*** Opening of PROVIDED ENTRIES ***
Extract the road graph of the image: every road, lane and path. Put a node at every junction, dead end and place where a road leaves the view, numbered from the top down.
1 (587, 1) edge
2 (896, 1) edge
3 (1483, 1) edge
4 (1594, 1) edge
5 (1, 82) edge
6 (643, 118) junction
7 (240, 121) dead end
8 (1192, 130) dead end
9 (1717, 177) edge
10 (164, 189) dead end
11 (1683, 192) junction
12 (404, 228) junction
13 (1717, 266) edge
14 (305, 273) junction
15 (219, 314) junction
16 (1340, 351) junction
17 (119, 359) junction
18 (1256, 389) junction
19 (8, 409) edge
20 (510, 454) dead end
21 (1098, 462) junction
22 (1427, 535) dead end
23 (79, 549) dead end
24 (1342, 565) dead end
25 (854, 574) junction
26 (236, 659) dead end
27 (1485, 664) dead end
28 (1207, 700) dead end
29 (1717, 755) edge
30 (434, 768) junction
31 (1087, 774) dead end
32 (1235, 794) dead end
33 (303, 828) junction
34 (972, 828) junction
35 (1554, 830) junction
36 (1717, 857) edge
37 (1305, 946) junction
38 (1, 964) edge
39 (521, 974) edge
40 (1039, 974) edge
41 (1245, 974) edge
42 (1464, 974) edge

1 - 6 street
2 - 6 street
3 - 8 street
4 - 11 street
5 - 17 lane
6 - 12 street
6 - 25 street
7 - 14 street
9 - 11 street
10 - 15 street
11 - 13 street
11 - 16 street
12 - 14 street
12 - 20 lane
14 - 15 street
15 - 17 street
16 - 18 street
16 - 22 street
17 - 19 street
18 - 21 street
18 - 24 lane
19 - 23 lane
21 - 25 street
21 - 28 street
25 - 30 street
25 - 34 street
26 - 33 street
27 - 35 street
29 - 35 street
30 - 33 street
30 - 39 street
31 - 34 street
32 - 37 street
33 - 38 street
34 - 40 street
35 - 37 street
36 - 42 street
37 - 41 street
*** Close of PROVIDED ENTRIES ***
▶ **WHAT THIS TASK INVOLVES**: Repeat every line of the data verbatim.

▶ **EXERCISE RESULT**:
Extract the road graph of the image: every road, lane and path. Put a node at every junction, dead end and place where a road leaves the view, numbered from the top down.
1 (587, 1) edge
2 (896, 1) edge
3 (1483, 1) edge
4 (1594, 1) edge
5 (1, 82) edge
6 (643, 118) junction
7 (240, 121) dead end
8 (1192, 130) dead end
9 (1717, 177) edge
10 (164, 189) dead end
11 (1683, 192) junction
12 (404, 228) junction
13 (1717, 266) edge
14 (305, 273) junction
15 (219, 314) junction
16 (1340, 351) junction
17 (119, 359) junction
18 (1256, 389) junction
19 (8, 409) edge
20 (510, 454) dead end
21 (1098, 462) junction
22 (1427, 535) dead end
23 (79, 549) dead end
24 (1342, 565) dead end
25 (854, 574) junction
26 (236, 659) dead end
27 (1485, 664) dead end
28 (1207, 700) dead end
29 (1717, 755) edge
30 (434, 768) junction
31 (1087, 774) dead end
32 (1235, 794) dead end
33 (303, 828) junction
34 (972, 828) junction
35 (1554, 830) junction
36 (1717, 857) edge
37 (1305, 946) junction
38 (1, 964) edge
39 (521, 974) edge
40 (1039, 974) edge
41 (1245, 974) edge
42 (1464, 974) edge

1 - 6 street
2 - 6 street
3 - 8 street
4 - 11 street
5 - 17 lane
6 - 12 street
6 - 25 street
7 - 14 street
9 - 11 street
10 - 15 street
11 - 13 street
11 - 16 street
12 - 14 street
12 - 20 lane
14 - 15 street
15 - 17 street
16 - 18 street
16 - 22 street
17 - 19 street
18 - 21 street
18 - 24 lane
19 - 23 lane
21 - 25 street
21 - 28 street
25 - 30 street
25 - 34 street
26 - 33 street
27 - 35 street
29 - 35 street
30 - 33 street
30 - 39 street
31 - 34 street
32 - 37 street
33 - 38 street
34 - 40 street
35 - 37 street
36 - 42 street
37 - 41 street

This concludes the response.